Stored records
= = = = =
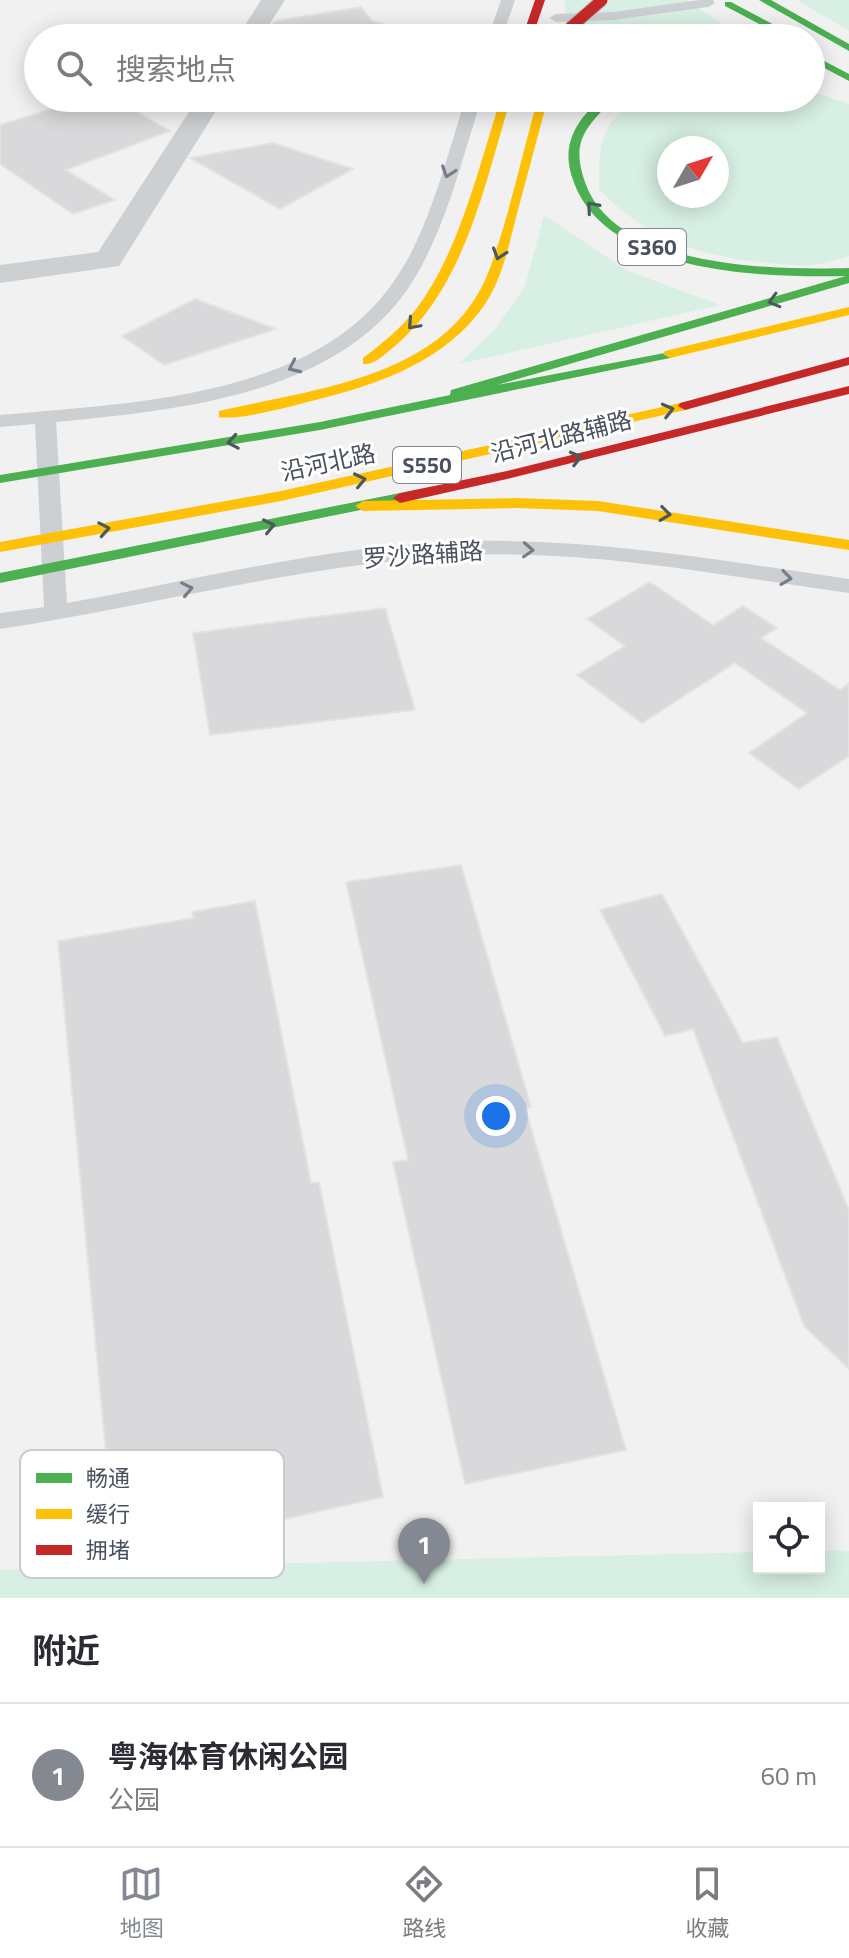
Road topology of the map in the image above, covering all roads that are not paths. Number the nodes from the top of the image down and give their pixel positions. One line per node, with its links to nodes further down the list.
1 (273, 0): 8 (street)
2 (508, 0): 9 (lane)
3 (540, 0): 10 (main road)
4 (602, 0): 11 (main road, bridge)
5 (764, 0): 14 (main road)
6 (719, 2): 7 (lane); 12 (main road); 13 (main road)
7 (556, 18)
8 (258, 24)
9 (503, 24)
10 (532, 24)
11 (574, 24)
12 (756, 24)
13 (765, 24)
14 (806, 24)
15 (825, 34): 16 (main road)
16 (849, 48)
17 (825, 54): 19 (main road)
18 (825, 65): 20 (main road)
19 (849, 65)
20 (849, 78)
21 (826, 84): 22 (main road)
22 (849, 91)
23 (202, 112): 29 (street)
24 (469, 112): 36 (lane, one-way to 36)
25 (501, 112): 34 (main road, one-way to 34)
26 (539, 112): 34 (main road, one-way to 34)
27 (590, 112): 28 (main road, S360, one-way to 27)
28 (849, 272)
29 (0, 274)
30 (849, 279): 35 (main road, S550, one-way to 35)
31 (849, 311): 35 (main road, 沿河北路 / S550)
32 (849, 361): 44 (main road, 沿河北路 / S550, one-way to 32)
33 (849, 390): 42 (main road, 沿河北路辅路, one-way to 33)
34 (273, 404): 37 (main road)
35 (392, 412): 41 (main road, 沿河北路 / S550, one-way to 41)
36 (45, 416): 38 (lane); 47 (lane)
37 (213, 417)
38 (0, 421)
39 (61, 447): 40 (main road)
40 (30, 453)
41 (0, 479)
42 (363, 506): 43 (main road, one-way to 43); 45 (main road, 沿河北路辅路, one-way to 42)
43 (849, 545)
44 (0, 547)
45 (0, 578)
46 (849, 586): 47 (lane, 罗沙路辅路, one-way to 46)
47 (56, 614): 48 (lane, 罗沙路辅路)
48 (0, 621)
= = = = =
- _REQUIRED ACTION_:
Any picture in the data is to be skipped, while each line is returned exactly as written.

- _TASK OUTPUT_:
Road topology of the map in the image above, covering all roads that are not paths. Number the nodes from the top of the image down and give their pixel positions. One line per node, with its links to nodes further down the list.
1 (273, 0): 8 (street)
2 (508, 0): 9 (lane)
3 (540, 0): 10 (main road)
4 (602, 0): 11 (main road, bridge)
5 (764, 0): 14 (main road)
6 (719, 2): 7 (lane); 12 (main road); 13 (main road)
7 (556, 18)
8 (258, 24)
9 (503, 24)
10 (532, 24)
11 (574, 24)
12 (756, 24)
13 (765, 24)
14 (806, 24)
15 (825, 34): 16 (main road)
16 (849, 48)
17 (825, 54): 19 (main road)
18 (825, 65): 20 (main road)
19 (849, 65)
20 (849, 78)
21 (826, 84): 22 (main road)
22 (849, 91)
23 (202, 112): 29 (street)
24 (469, 112): 36 (lane, one-way to 36)
25 (501, 112): 34 (main road, one-way to 34)
26 (539, 112): 34 (main road, one-way to 34)
27 (590, 112): 28 (main road, S360, one-way to 27)
28 (849, 272)
29 (0, 274)
30 (849, 279): 35 (main road, S550, one-way to 35)
31 (849, 311): 35 (main road, 沿河北路 / S550)
32 (849, 361): 44 (main road, 沿河北路 / S550, one-way to 32)
33 (849, 390): 42 (main road, 沿河北路辅路, one-way to 33)
34 (273, 404): 37 (main road)
35 (392, 412): 41 (main road, 沿河北路 / S550, one-way to 41)
36 (45, 416): 38 (lane); 47 (lane)
37 (213, 417)
38 (0, 421)
39 (61, 447): 40 (main road)
40 (30, 453)
41 (0, 479)
42 (363, 506): 43 (main road, one-way to 43); 45 (main road, 沿河北路辅路, one-way to 42)
43 (849, 545)
44 (0, 547)
45 (0, 578)
46 (849, 586): 47 (lane, 罗沙路辅路, one-way to 46)
47 (56, 614): 48 (lane, 罗沙路辅路)
48 (0, 621)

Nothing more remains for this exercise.